* Task requirements: Supply the number of lines in the listing below in which the word "Pine" occurs, and nothing else.
**** Data excerpts ****
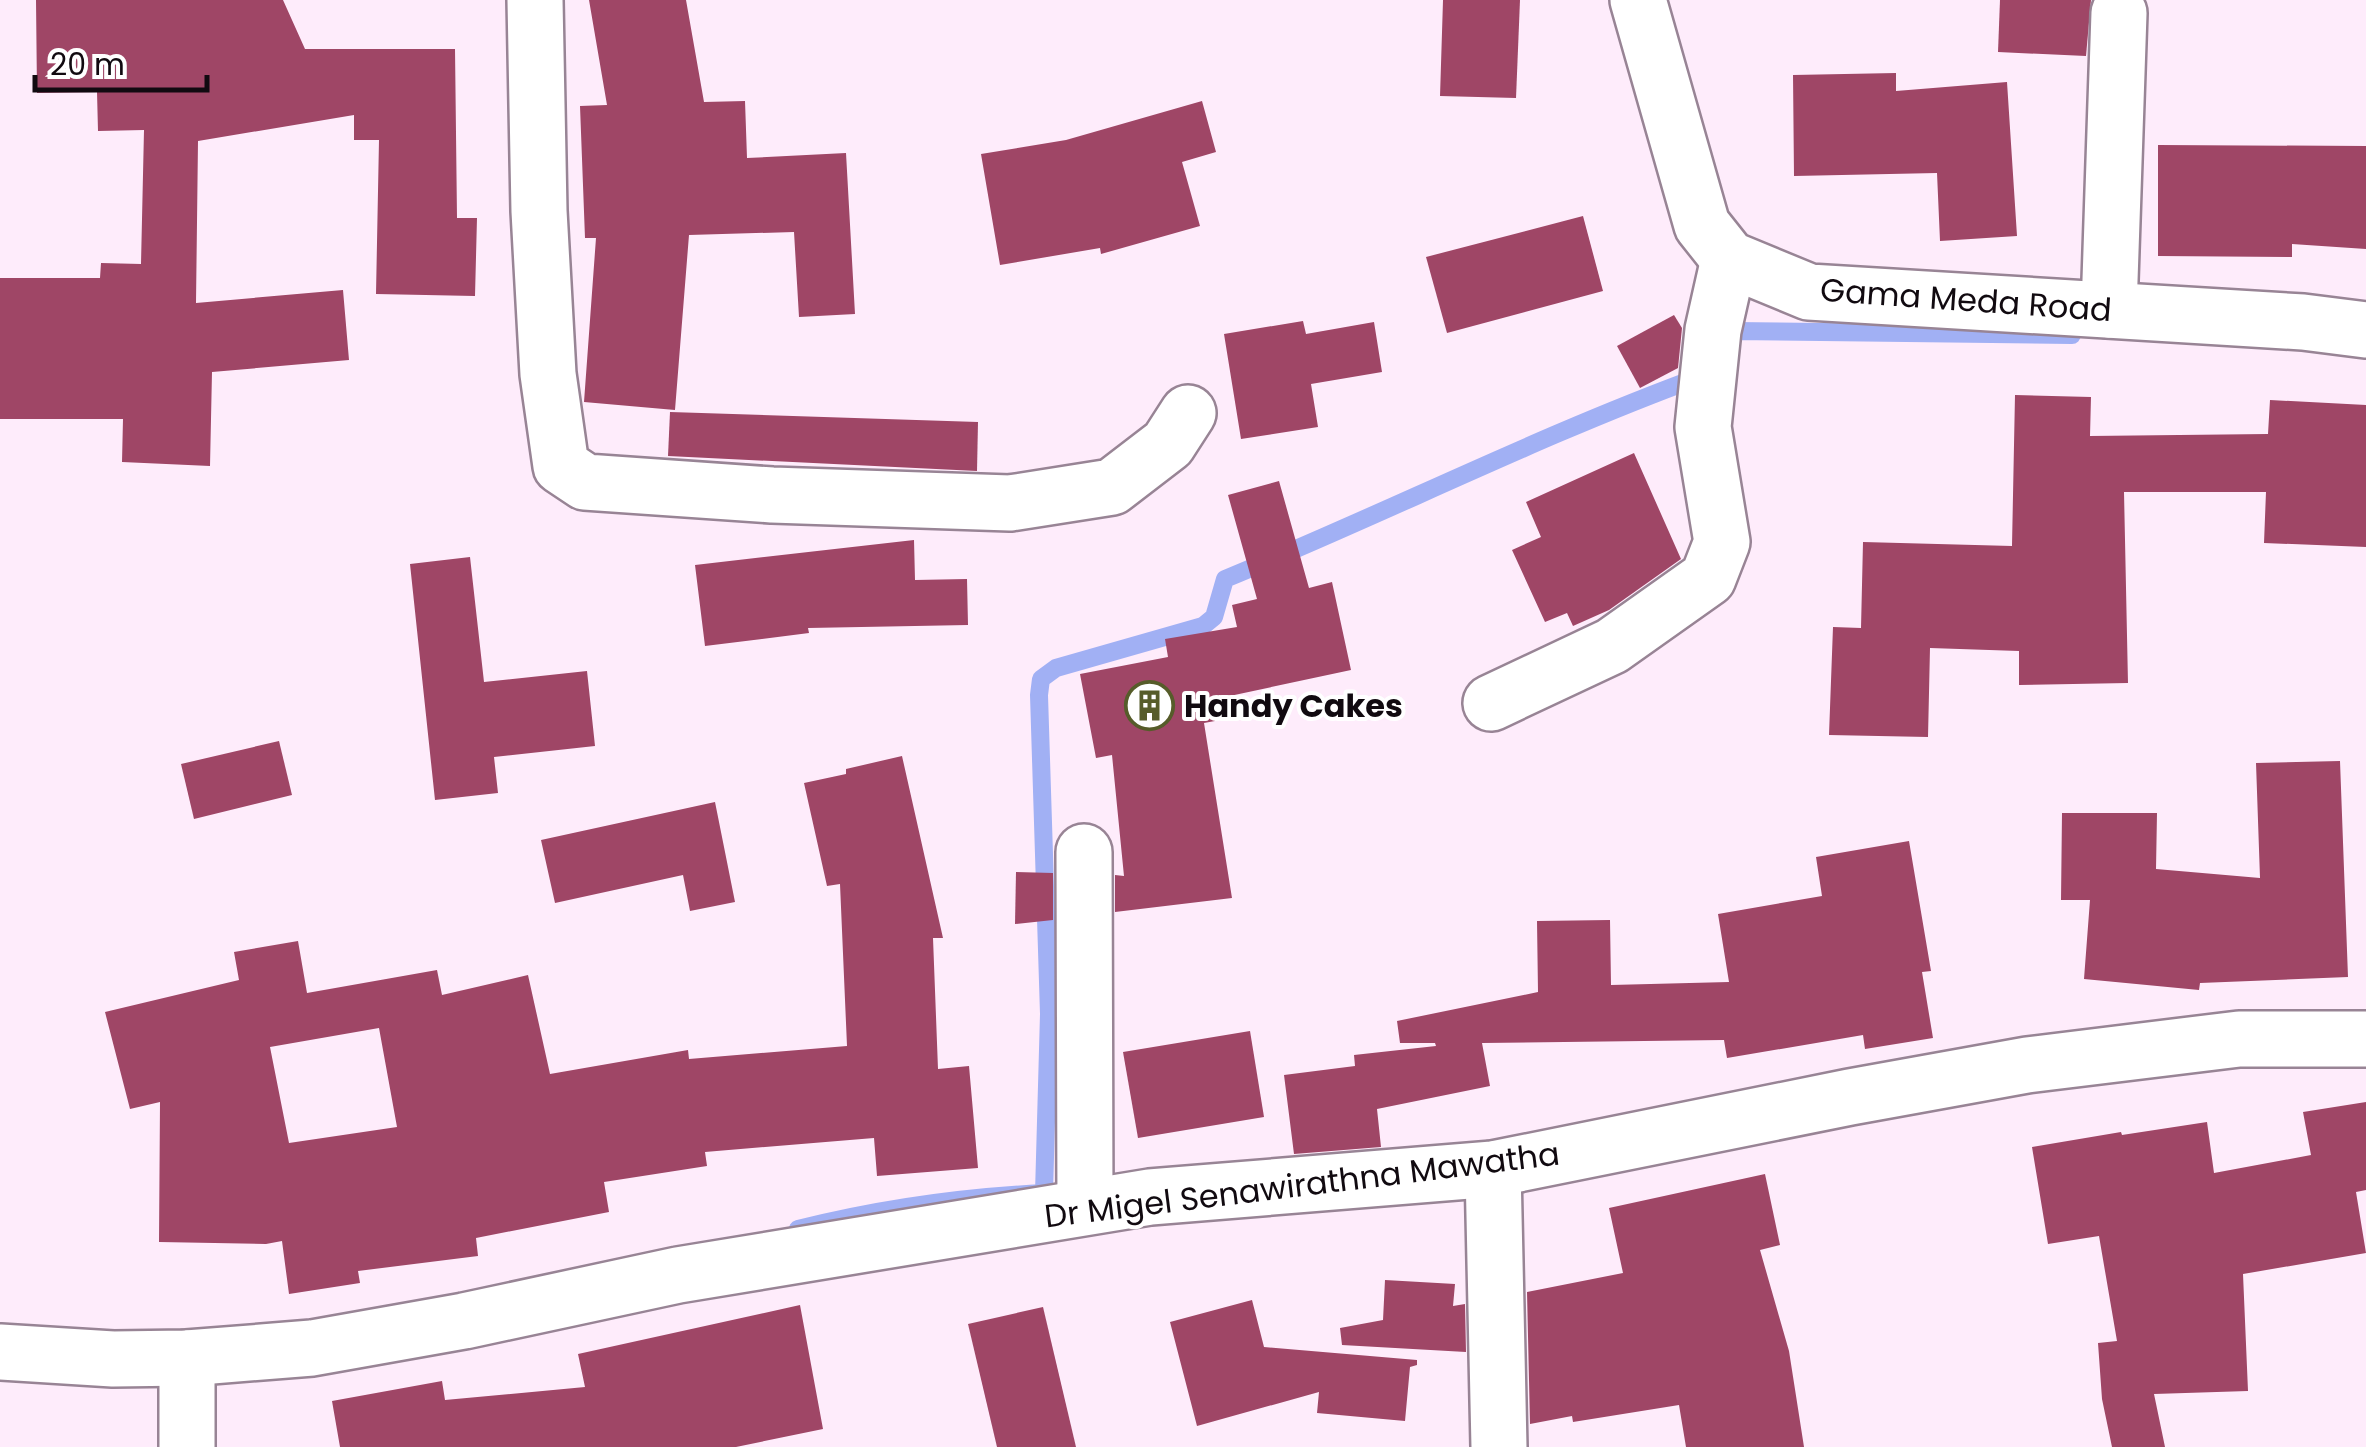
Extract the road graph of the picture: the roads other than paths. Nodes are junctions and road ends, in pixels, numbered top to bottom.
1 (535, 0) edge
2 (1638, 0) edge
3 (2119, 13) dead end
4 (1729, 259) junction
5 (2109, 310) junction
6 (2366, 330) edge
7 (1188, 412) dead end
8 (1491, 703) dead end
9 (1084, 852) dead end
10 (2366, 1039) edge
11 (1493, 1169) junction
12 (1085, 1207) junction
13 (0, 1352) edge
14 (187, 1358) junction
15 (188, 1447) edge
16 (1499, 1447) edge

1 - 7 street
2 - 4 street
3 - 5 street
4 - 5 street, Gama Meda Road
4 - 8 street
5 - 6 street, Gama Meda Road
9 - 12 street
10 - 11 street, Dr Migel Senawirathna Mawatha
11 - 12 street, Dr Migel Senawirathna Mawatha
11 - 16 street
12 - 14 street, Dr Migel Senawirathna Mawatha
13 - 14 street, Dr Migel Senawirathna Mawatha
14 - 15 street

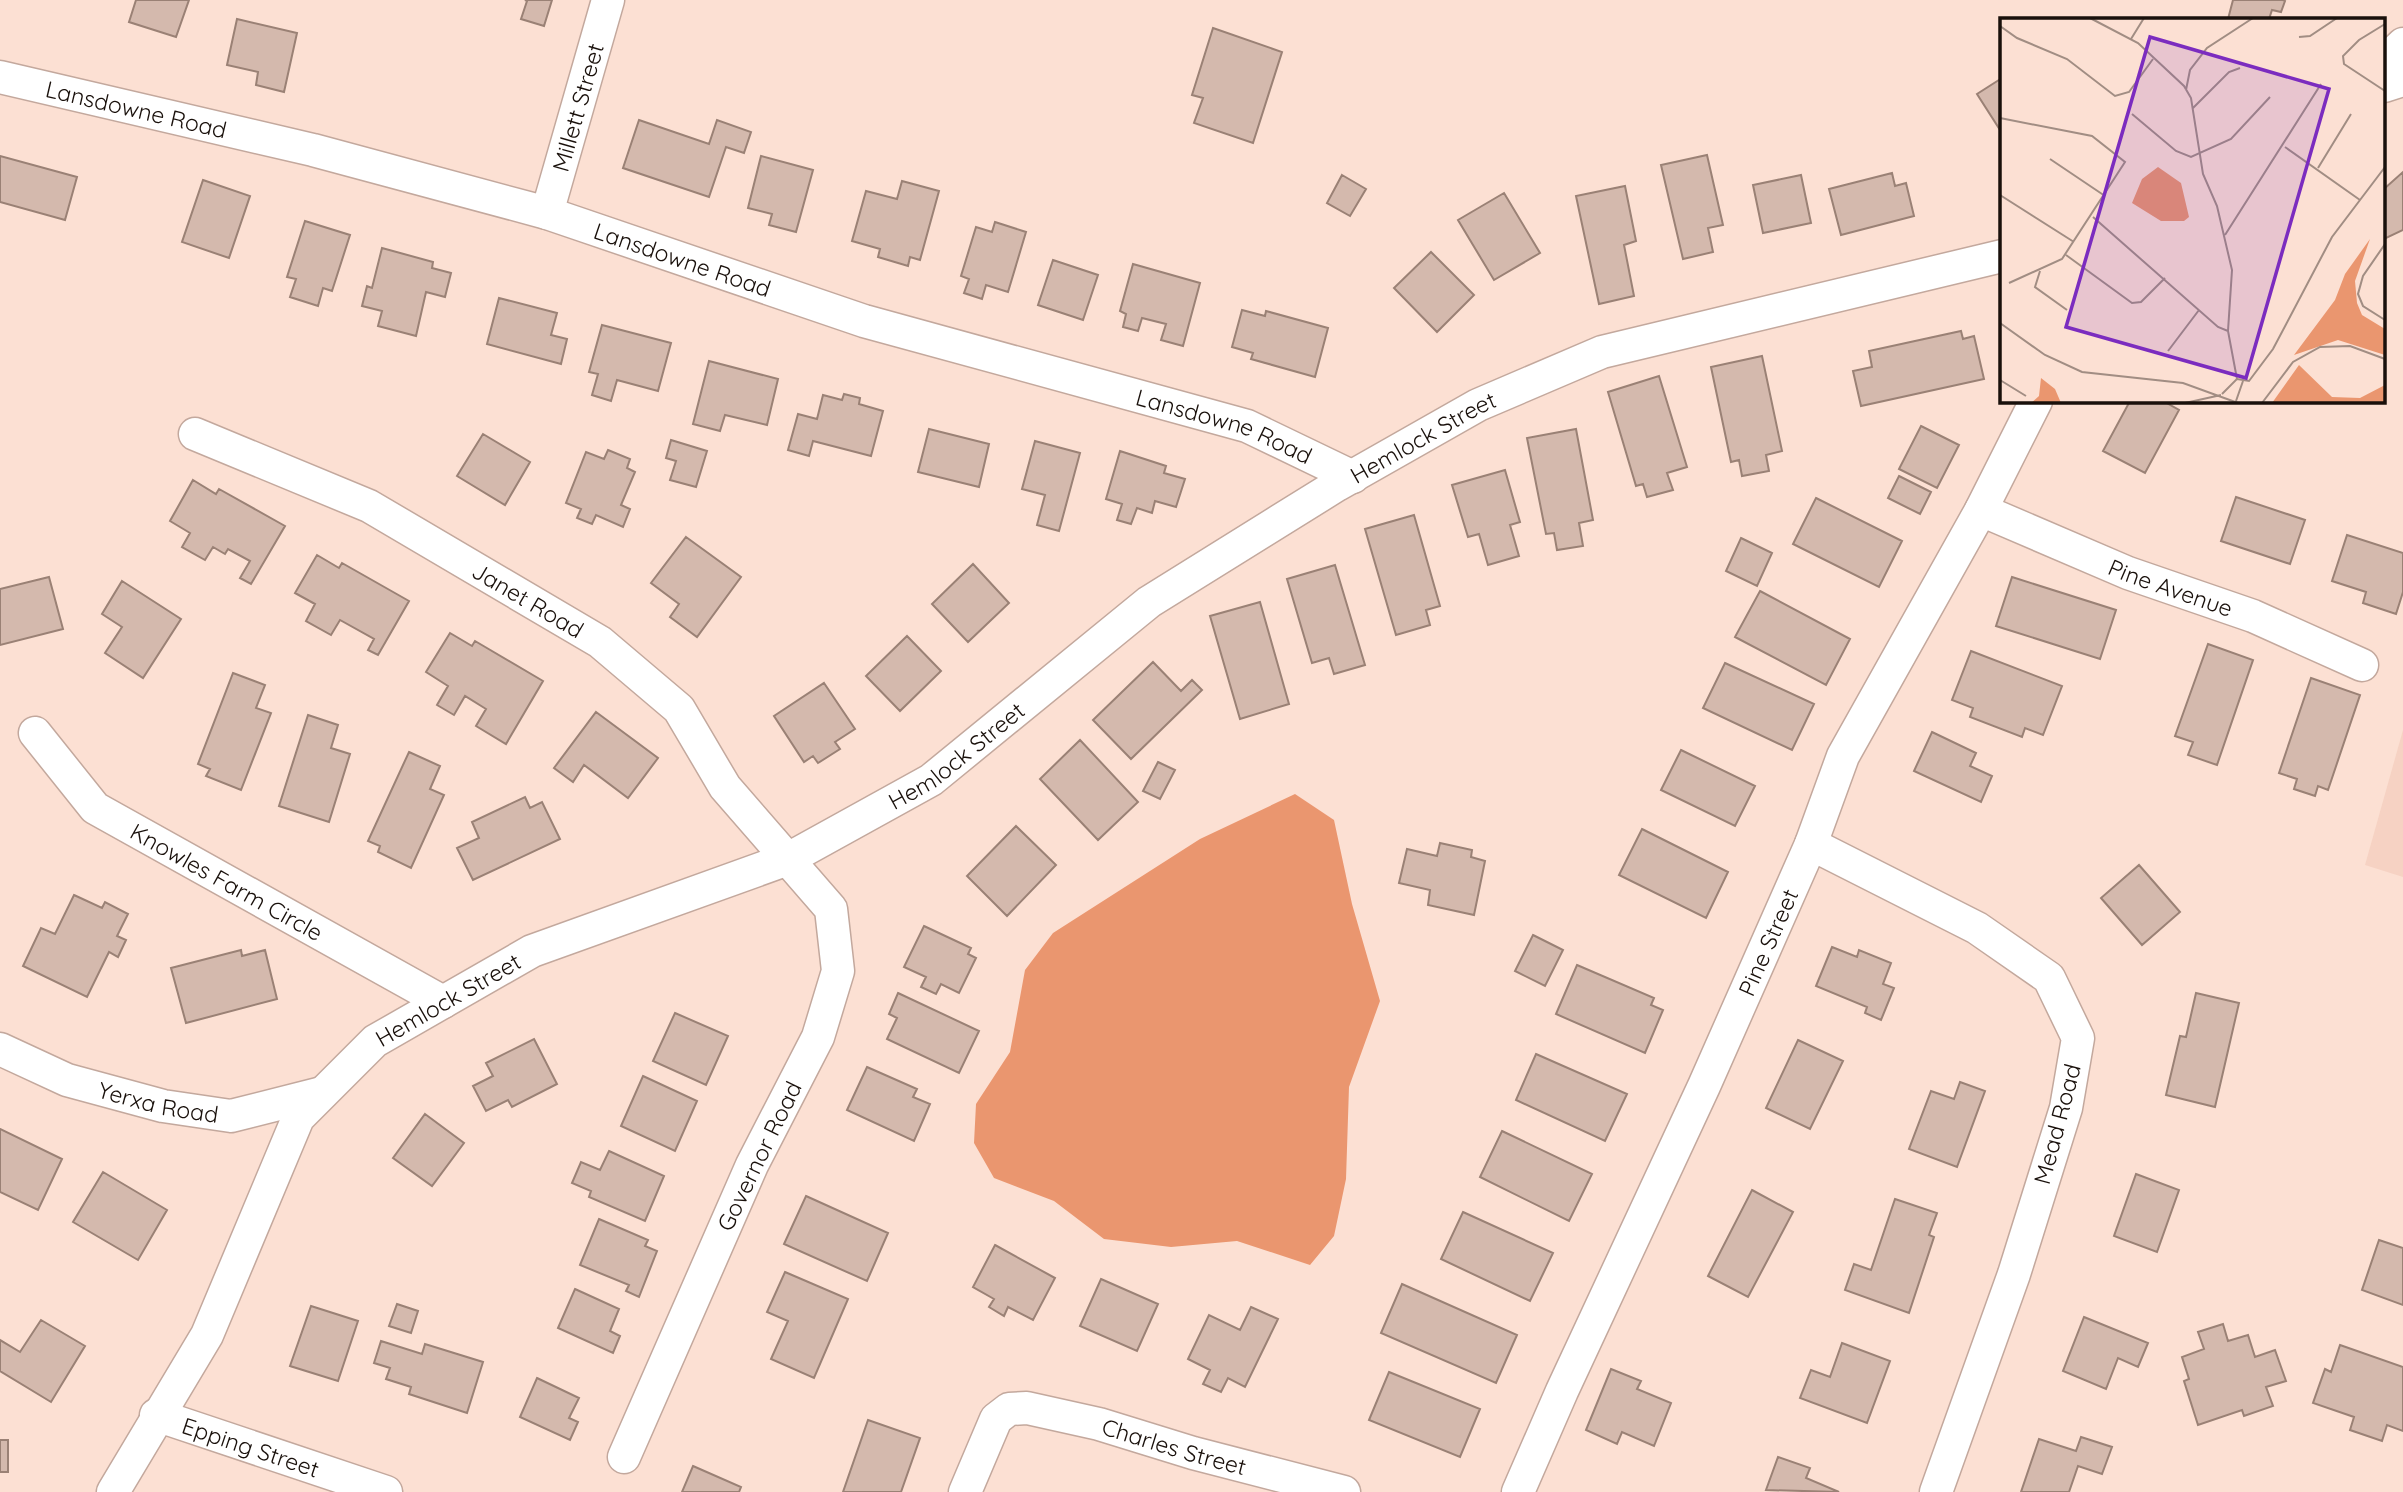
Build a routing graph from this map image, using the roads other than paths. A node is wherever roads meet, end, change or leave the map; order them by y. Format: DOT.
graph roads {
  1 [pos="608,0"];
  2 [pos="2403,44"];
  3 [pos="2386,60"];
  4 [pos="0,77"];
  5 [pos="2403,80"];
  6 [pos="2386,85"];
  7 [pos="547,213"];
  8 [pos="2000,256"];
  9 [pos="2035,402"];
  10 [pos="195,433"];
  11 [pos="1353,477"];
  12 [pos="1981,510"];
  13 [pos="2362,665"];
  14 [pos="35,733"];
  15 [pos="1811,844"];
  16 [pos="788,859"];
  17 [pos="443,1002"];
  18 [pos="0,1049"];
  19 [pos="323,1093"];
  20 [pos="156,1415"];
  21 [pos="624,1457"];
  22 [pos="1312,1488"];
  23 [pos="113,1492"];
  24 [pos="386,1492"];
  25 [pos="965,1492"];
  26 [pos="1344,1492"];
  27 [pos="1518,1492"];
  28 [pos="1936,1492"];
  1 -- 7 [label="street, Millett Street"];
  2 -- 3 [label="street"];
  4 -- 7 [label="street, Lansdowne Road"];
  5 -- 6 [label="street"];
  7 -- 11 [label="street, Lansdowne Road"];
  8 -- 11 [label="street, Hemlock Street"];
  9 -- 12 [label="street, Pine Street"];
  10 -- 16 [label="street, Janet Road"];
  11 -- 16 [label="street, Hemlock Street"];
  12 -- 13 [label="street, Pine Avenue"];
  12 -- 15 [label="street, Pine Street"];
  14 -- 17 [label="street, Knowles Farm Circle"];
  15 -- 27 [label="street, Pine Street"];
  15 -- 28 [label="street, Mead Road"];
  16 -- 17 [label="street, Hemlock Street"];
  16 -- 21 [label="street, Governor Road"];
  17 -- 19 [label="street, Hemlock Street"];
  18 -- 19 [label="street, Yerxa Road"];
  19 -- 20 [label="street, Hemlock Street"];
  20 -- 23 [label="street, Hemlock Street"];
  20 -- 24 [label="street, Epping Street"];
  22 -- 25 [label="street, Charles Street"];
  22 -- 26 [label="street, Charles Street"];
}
****
* Solution below: 4